Baseado em uma entrevista com Laura Smith, gerente de projetos de plásticos e embalagens da Ellen MacArthur Foundation, este artigo resume os principais insights do relatório em cinco áreas principais.
1. Principais recomendações do relatório
As pequenas embalagens plásticas flexíveis têm baixo valor de reciclagem e são difíceis de coletar, o que as torna a maior fonte de poluição plástica nos oceanos - responsável por aproximadamente 80% das embalagens plásticas que entram em ambientes marinhos.
O relatório confirma que embalagens de papel adequadamente projetadas podem ajudar a reduzir o vazamento de plástico. Ele também estabelece seis padrões críticos de design para alternativas-em papel. No entanto, os substitutos de papel de alta-qualidade ainda não estão amplamente disponíveis em escala ou baixo custo, exigindo maior investimento da indústria em inovação.
Mais importante ainda, a redução na fonte e a reutilização proporcionam resultados de redução de-resíduos muito melhores do que a simples troca de materiais.
2. Padrões Básicos para Substitutos de Papel Válidos
Para serem verdadeiramente sustentáveis, as embalagens de papel devem atender a critérios rigorosos alinhados com as expectativas globais de embalagens circulares:
Seja reciclável e biodegradável em condições-do mundo real
Evite vazamentos ambientais ou poluição secundária
Forneça proteção suficiente ao produto e desempenho-de prazo de validade
Ser tecnicamente prático e economicamente viável
Use materiais de origem responsável com produção de baixo-carbono
Adaptar-se aos sistemas circulares de gestão de resíduos existentes
Atualmente, a maioria das embalagens-de papel tem dificuldade para equilibrar todos esses requisitos, o que significa que melhorias técnicas contínuas são essenciais.
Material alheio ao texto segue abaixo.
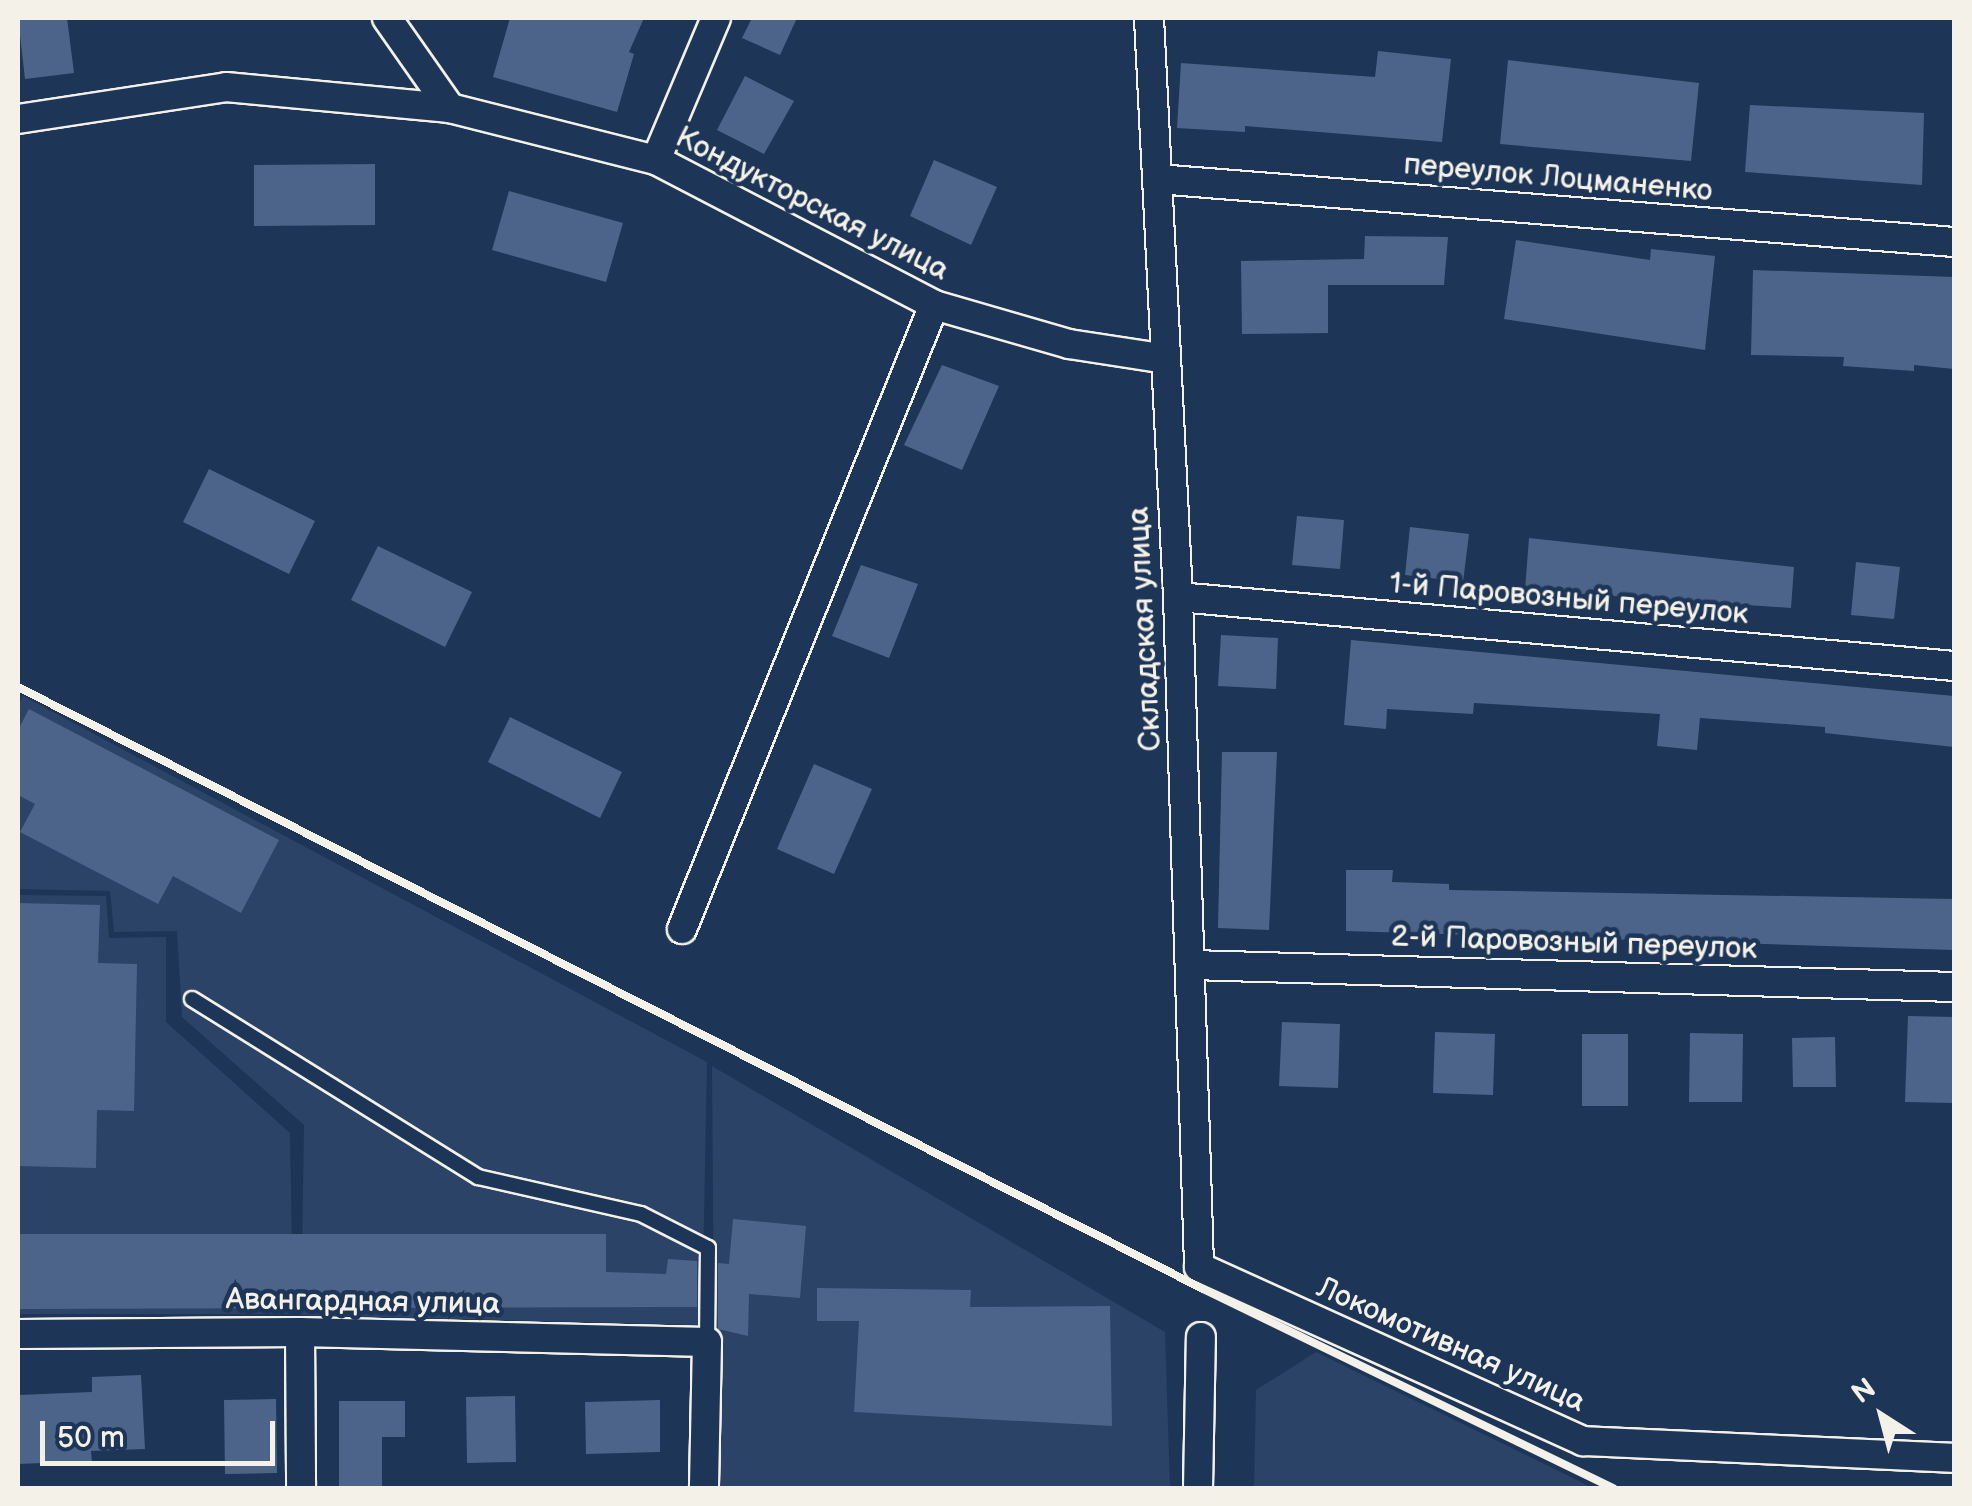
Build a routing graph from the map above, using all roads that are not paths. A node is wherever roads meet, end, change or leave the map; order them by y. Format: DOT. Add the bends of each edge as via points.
graph roads {
  1 [pos="387,18"];
  2 [pos="716,18"];
  3 [pos="1148,18"];
  4 [pos="450,108"];
  5 [pos="18,118"];
  6 [pos="656,160"];
  7 [pos="1157,179"];
  8 [pos="1954,242"];
  9 [pos="934,306"];
  10 [pos="1161,358"];
  11 [pos="1178,597"];
  12 [pos="1954,666"];
  13 [pos="682,929"];
  14 [pos="1191,965"];
  15 [pos="1954,986"];
  16 [pos="192,998"];
  17 [pos="1201,1237"];
  18 [pos="300,1332"];
  19 [pos="18,1334"];
  20 [pos="1200,1337"];
  21 [pos="707,1342"];
  22 [pos="1954,1458"];
  23 [pos="301,1488"];
  24 [pos="704,1488"];
  25 [pos="1198,1488"];
  1 -- 4 [label="street"];
  2 -- 6 [label="street"];
  3 -- 7 [label="street, Складская улица"];
  4 -- 5 [label="street, Кондукторская улица" via="226,87"];
  4 -- 6 [label="street, Кондукторская улица"];
  6 -- 9 [label="street, Кондукторская улица"];
  7 -- 8 [label="street, переулок Лоцманенко"];
  7 -- 10 [label="street, Складская улица"];
  9 -- 10 [label="street, Кондукторская улица" via="1069,344"];
  9 -- 13 [label="street"];
  10 -- 11 [label="street, Складская улица"];
  11 -- 12 [label="street, 1-й Паровозный переулок"];
  11 -- 14 [label="street, Складская улица"];
  14 -- 15 [label="street, 2-й Паровозный переулок"];
  14 -- 17 [label="street, Складская улица"];
  16 -- 21 [label="lane" via="478,1177 641,1214 708,1248"];
  17 -- 22 [label="street, Локомотивная улица" via="1199,1267 1583,1440"];
  18 -- 19 [label="street, Авангардная улица"];
  18 -- 21 [label="street, Авангардная улица"];
  18 -- 23 [label="street"];
  20 -- 25 [label="street"];
  21 -- 24 [label="street"];
}
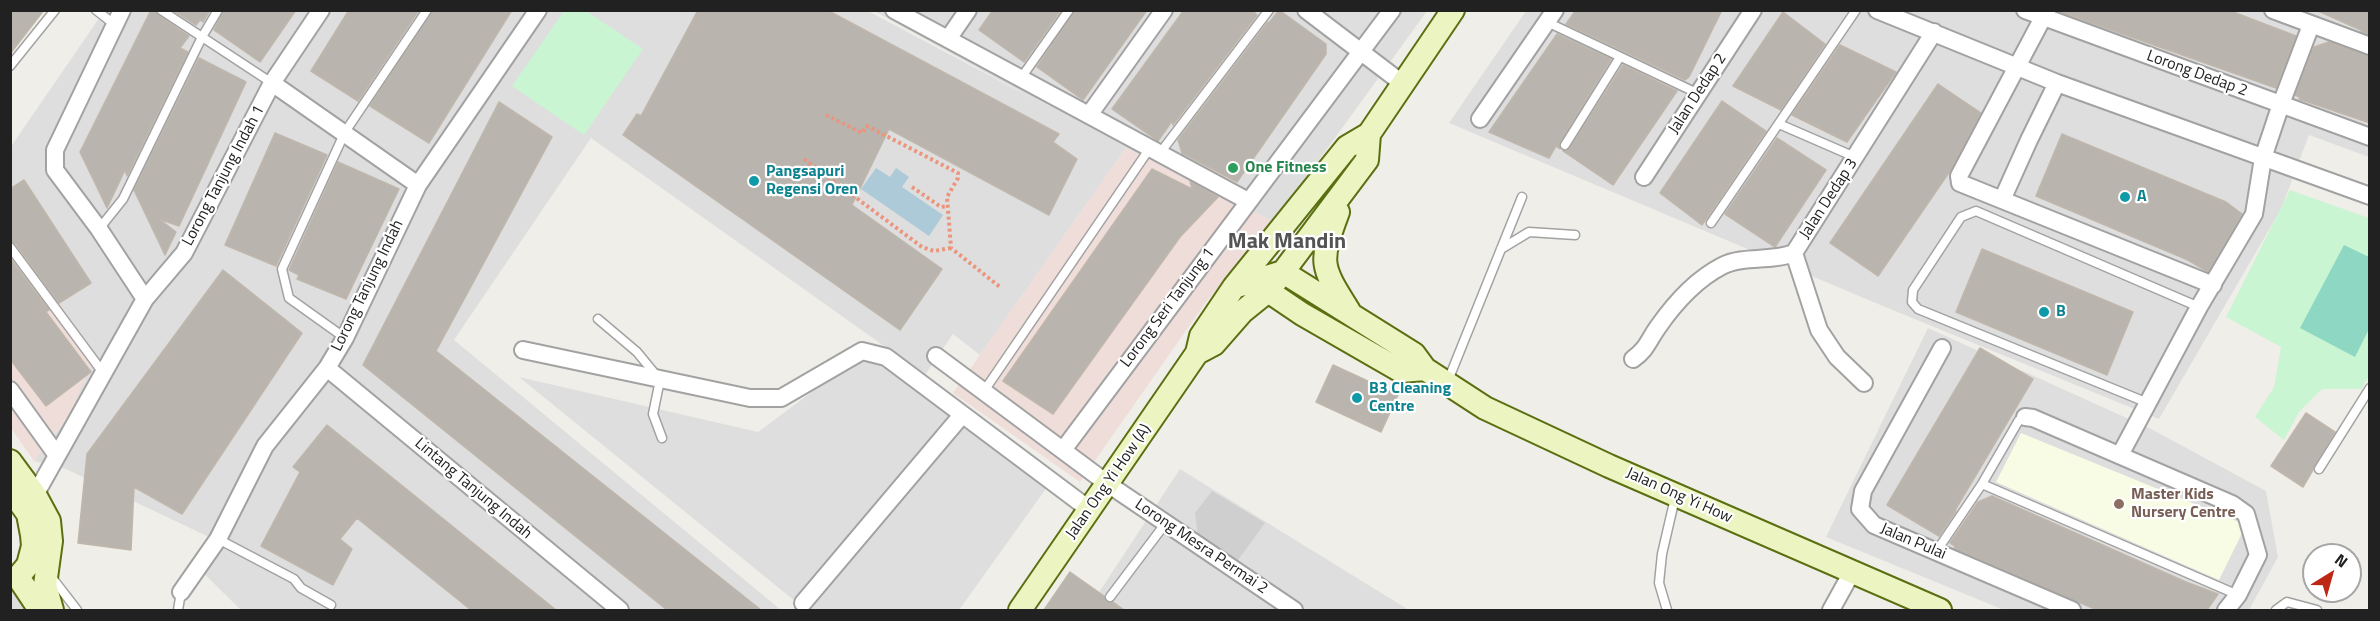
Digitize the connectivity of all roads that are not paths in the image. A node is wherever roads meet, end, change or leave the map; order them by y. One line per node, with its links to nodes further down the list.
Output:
1 (55, 10): 31 (lane)
2 (96, 10): 23 (lane)
3 (161, 10): 26 (lane)
4 (218, 10): 26 (lane)
5 (321, 10): 34 (street, Lorong Tanjung Indah 1)
6 (427, 10): 42 (lane)
7 (538, 10): 50 (street, Lorong Tanjung Indah)
8 (894, 10): 27 (street)
9 (968, 10): 27 (street)
10 (1069, 10): 33 (lane)
11 (1164, 10): 39 (street)
12 (1269, 10): 46 (lane)
13 (1306, 10): 29 (street)
14 (1392, 10): 29 (street, Lorong Seri Tanjung 1)
15 (1453, 10): 35 (main road)
16 (1753, 10): 37 (street, Jalan Dedap 2)
17 (1856, 10): 41 (lane)
18 (1877, 10): 25 (street)
19 (2025, 10): 21 (street, Lorong Dedap 2)
20 (2273, 10): 24 (street)
21 (2045, 14): 32 (street); 38 (street, Lorong Dedap 2)
22 (1551, 16): 30 (lane); 40 (street)
23 (118, 17): 58 (street)
24 (2312, 25): 28 (street); 38 (street)
25 (1934, 32): 32 (street); 47 (street, Jalan Dedap 3)
26 (202, 37): 34 (lane); 58 (lane)
27 (948, 39): 33 (street)
28 (2370, 46)
29 (1362, 52): 35 (street); 55 (street, Lorong Seri Tanjung 1)
30 (1620, 57): 37 (lane); 45 (lane)
31 (10, 66)
32 (2018, 66): 36 (street); 54 (street)
33 (1021, 78): 39 (street)
34 (272, 83): 42 (street); 66 (street, Lorong Tanjung Indah 1)
35 (1402, 83): 43 (main road)
36 (2057, 83): 48 (street); 54 (street)
37 (1699, 94): 49 (street, Jalan Dedap 2)
38 (2281, 104): 44 (street, Lorong Dedap 2); 48 (street)
39 (1089, 115): 46 (street)
40 (1480, 119)
41 (1779, 124): 47 (lane); 57 (lane)
42 (345, 132): 50 (street); 72 (lane)
43 (1369, 134): 51 (main road); 56 (main road)
44 (2370, 137)
45 (1565, 145)
46 (1155, 150): 55 (street); 86 (lane)
47 (1856, 157): 62 (street, Jalan Dedap 3)
48 (2263, 158): 52 (street); 64 (street)
49 (1644, 177)
50 (418, 185): 72 (street, Lorong Tanjung Indah)
51 (1347, 188): 63 (main road); 70 (main road)
52 (2370, 196)
53 (1522, 197): 61 (lane)
54 (2002, 200): 64 (street)
55 (1248, 201): 91 (street, Lorong Seri Tanjung 1)
56 (1290, 219): 63 (main road); 65 (main road)
57 (1711, 223)
58 (99, 229): 66 (street)
59 (1575, 235): 61 (lane)
60 (10, 247): 80 (lane)
61 (1500, 249): 83 (lane)
62 (1794, 253): 77 (street, Jalan Dedap 3); 82 (street)
63 (1273, 280): 65 (main road); 68 (main road, Jalan Ong Yi How (A)); 69 (main road); 70 (main road, Jalan Ong Yi How)
64 (2213, 285): 67 (street)
65 (1234, 287): 75 (main road, Jalan Ong Yi How (A))
66 (145, 299): 80 (street, Lorong Tanjung Indah 1)
67 (2199, 307): 87 (street); 87 (lane)
68 (1242, 312): 69 (main road); 75 (main road, Jalan Ong Yi How (A))
69 (1302, 314): 79 (main road)
70 (1353, 317): 79 (main road, Jalan Ong Yi How)
71 (598, 319): 81 (lane)
72 (345, 338): 78 (street, Lorong Tanjung Indah)
73 (1942, 348): 104 (street, Jalan Pulai)
74 (524, 350): 81 (street)
75 (1197, 353): 96 (main road, Jalan Ong Yi How (A))
76 (936, 356): 86 (street, Lorong Mesra Permai 2)
77 (1633, 359)
78 (327, 368): 103 (street, Lorong Tanjung Indah); 117 (street, Lintang Tanjung Indah)
79 (1425, 369): 83 (main road, Jalan Ong Yi How)
80 (104, 374): 92 (street, Lorong Tanjung Indah 1)
81 (660, 380): 88 (street); 90 (lane)
82 (1864, 383)
83 (1447, 384): 99 (main road, Jalan Ong Yi How)
84 (2370, 388): 95 (lane)
85 (10, 390): 92 (street)
86 (984, 391): 91 (street, Lorong Mesra Permai 2)
87 (2148, 403): 93 (street)
88 (962, 415): 101 (street); 111 (street)
89 (2025, 417): 93 (street); 97 (lane)
90 (662, 438)
91 (1063, 450): 96 (street, Lorong Mesra Permai 2)
92 (56, 454): 100 (street, Lorong Tanjung Indah 1)
93 (2120, 455): 109 (street)
94 (10, 461): 100 (main road)
95 (2319, 469)
96 (1108, 484): 101 (main road, Jalan Ong Yi How (A)); 102 (street, Lorong Mesra Permai 2)
97 (1982, 484): 104 (lane); 109 (lane)
98 (10, 489): 107 (main road)
99 (1676, 494): 106 (main road, Jalan Ong Yi How); 120 (lane)
100 (35, 495): 105 (main road)
101 (1090, 510): 118 (main road, Jalan Ong Yi How (A))
102 (1165, 524): 110 (lane); 119 (street, Lorong Mesra Permai 2)
103 (218, 539): 108 (street, Lorong Tanjung Indah); 112 (lane)
104 (1936, 552): 123 (street, Jalan Pulai)
105 (46, 570): 114 (main road); 115 (lane)
106 (1852, 572): 121 (street); 122 (main road, Jalan Ong Yi How)
107 (14, 582): 113 (main road)
108 (181, 592): 116 (lane)
109 (2238, 595): 124 (street)
110 (1110, 597)
111 (803, 603)
112 (331, 605)
113 (40, 610)
114 (52, 610)
115 (77, 610)
116 (178, 610)
117 (620, 610)
118 (1020, 610)
119 (1294, 610)
120 (1667, 610)
121 (1831, 610)
122 (1940, 610)
123 (2072, 610)
124 (2226, 610)
125 (2276, 610): 126 (lane)
126 (2317, 610)

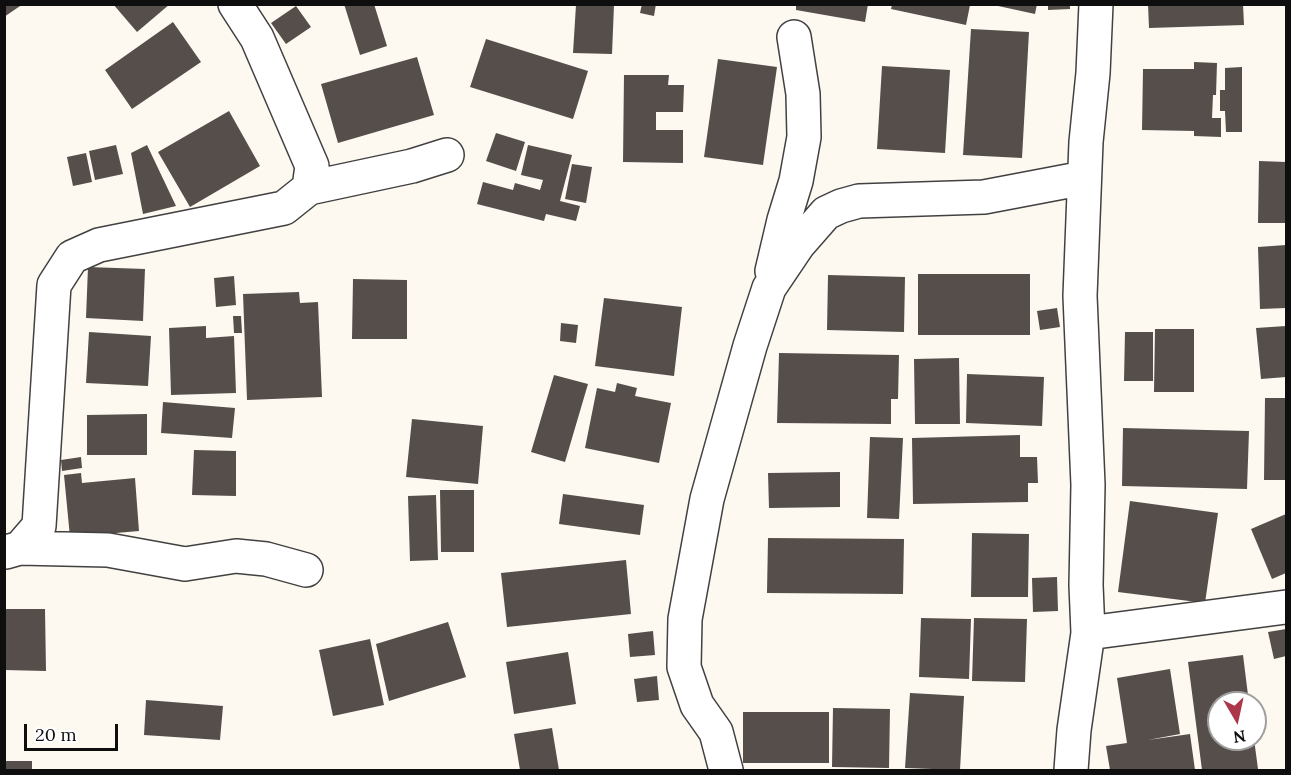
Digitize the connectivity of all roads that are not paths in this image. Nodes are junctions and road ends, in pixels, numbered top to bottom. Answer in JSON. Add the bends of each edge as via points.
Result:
{"nodes":[{"id":1,"x":236,"y":4,"type":"edge"},
{"id":2,"x":1096,"y":4,"type":"edge"},
{"id":3,"x":794,"y":37,"type":"dead end"},
{"id":4,"x":447,"y":155,"type":"dead end"},
{"id":5,"x":1084,"y":178,"type":"junction"},
{"id":6,"x":309,"y":188,"type":"junction"},
{"id":7,"x":769,"y":288,"type":"junction"},
{"id":8,"x":12,"y":550,"type":"edge"},
{"id":9,"x":306,"y":570,"type":"dead end"},
{"id":10,"x":1287,"y":607,"type":"edge"},
{"id":11,"x":1088,"y":633,"type":"junction"},
{"id":12,"x":726,"y":771,"type":"edge"},
{"id":13,"x":1071,"y":771,"type":"edge"}],
"edges":[{"from":1,"to":6,"type":"street","via":[[257,38],[312,166]]},
{"from":2,"to":5,"type":"street"},
{"from":3,"to":7,"type":"street","via":[[803,94],[804,137]]},
{"from":4,"to":6,"type":"street"},
{"from":5,"to":7,"type":"street","via":[[984,197],[859,201],[841,206],[826,213]]},
{"from":5,"to":11,"type":"street","via":[[1080,296],[1088,485]]},
{"from":6,"to":8,"type":"street","via":[[284,208],[99,245],[72,257],[54,285],[39,526]]},
{"from":7,"to":12,"type":"street","via":[[707,499],[685,619],[684,667],[697,705],[716,732]]},
{"from":8,"to":9,"type":"street","via":[[108,550],[185,564],[236,556]]},
{"from":10,"to":11,"type":"street"},
{"from":11,"to":13,"type":"street"}]}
3. Relevância para os mercados do Sudeste Asiático
Países como Índia, Vietnã e Indonésia dependem muito de sachês-de uso único e embalagens flexíveis. No entanto, as infra-estruturas de recolha de resíduos continuam subdesenvolvidas, com muitos resíduos tratados pelo sector informal de resíduos.
Como as pequenas embalagens plásticas quase não oferecem valor de reciclagem, elas frequentemente vazam para o meio ambiente, causando poluição grave. Além disso, estas regiões possuem recursos florestais ecologicamente sensíveis.
As diretrizes do relatório para design e fornecimento responsável de embalagens de papel são, portanto, especialmente relevantes para os mercados consumidores-de rápido crescimento do Sudeste Asiático.
4. Hierarquia de prioridades para controle da poluição
O relatório enfatiza uma ordem de prioridade clara para embalagens sustentáveis:
Redução na fonte (eliminar embalagens desnecessárias)
Sistemas reutilizáveis e recarregáveis
Embalagens de-formato grande e fáceis-de{2}}reciclar
A substituição do papel só deve ser utilizada quando a redução e a reutilização não forem viáveis. Mesmo assim, deve ser apoiado por melhores infra-estruturas de recolha e reciclagem de resíduos. O papel não é uma solução universal.
5. Compensações: papel x plástico
As embalagens plásticas geralmente incluem-desempenho exagerado, criando espaço para alternativas de papel. No entanto, não existe material universalmente "melhor" em termos de pegada de carbono - os resultados dependem fortemente da produção, do transporte e do tratamento do-fim-da vida.
Hoje, as embalagens de papel pesam normalmente 1,2 a 1,5 vezes mais do que os equivalentes de plástico, levando a maiores emissões de transporte.
À medida que as tecnologias de revestimento de alta{0}}barreira avançam, espera-se que essa lacuna de carbono diminua significativamente.
Conclusão
Mudar do plástico para o papel é um passo útil em direção à sustentabilidade, mas não é uma solução mágica. A Fundação Ellen MacArthur confirma que o verdadeiro progresso requer redução de fontes, reutilização e design de sistema circular, e não apenas substituição de materiais.
Para marcas e produtores de embalagens em todo o mundo, sucesso significa equilibrar funcionalidade, custo, reciclabilidade e impacto no ciclo de vida - em vez de simplesmente seguir a tendência de "papelização".